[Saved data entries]
§
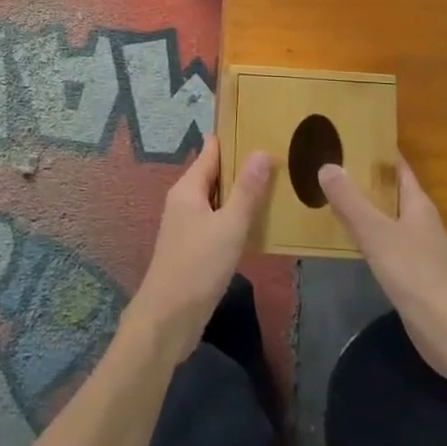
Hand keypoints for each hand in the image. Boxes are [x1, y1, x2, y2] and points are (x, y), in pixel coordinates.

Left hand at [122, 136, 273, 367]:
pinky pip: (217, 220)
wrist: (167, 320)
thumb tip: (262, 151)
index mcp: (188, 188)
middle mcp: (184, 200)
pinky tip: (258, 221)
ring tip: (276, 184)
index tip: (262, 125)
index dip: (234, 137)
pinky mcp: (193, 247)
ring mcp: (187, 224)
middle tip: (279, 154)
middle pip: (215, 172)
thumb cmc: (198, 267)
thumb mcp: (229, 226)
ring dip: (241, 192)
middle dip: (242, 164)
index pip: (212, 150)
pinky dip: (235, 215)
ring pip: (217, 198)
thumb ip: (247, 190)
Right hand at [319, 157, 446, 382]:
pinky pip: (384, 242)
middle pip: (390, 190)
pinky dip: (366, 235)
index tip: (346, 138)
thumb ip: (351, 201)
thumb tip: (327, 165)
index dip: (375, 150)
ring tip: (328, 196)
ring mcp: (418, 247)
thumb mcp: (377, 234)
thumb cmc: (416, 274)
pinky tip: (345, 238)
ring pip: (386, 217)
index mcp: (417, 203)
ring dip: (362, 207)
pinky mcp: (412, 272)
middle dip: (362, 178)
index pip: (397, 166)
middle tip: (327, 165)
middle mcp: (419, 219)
§
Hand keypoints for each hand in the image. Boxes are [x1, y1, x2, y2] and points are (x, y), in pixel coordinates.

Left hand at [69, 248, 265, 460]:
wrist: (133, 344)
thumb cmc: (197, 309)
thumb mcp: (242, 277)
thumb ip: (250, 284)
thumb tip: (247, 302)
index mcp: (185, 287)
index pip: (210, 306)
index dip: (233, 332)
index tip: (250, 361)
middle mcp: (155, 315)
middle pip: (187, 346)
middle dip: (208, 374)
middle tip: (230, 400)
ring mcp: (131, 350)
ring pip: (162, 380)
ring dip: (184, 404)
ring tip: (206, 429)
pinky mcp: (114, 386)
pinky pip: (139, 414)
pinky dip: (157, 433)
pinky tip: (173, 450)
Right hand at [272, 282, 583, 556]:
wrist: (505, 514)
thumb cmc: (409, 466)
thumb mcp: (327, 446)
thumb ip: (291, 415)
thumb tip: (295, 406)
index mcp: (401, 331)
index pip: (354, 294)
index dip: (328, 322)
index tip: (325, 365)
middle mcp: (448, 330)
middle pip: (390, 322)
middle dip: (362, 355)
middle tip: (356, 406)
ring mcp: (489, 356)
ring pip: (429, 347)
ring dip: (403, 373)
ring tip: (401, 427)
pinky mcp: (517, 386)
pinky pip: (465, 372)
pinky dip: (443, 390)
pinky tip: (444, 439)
§
PROBLEM DESCRIPTION =
Your answer should be the lines above from the one containing "thumb ip: (247, 190)" through the one containing "middle mcp: (419, 219)", copied exactly and with both ends kept.

FINISHED TASK =
thumb ip: (247, 190)
Right hand at [319, 157, 446, 382]:
pinky pip: (384, 242)
middle pip: (390, 190)
pinky dip: (366, 235)
index tip: (346, 138)
thumb ip: (351, 201)
thumb tip: (327, 165)
index dip: (375, 150)
ring tip: (328, 196)
ring mcp: (418, 247)
thumb mcp: (377, 234)
thumb cmc: (416, 274)
pinky tip: (345, 238)
ring pip: (386, 217)
index mcp: (417, 203)
ring dip: (362, 207)
pinky mcp: (412, 272)
middle dip: (362, 178)
index pip: (397, 166)
middle tip: (327, 165)
middle mcp: (419, 219)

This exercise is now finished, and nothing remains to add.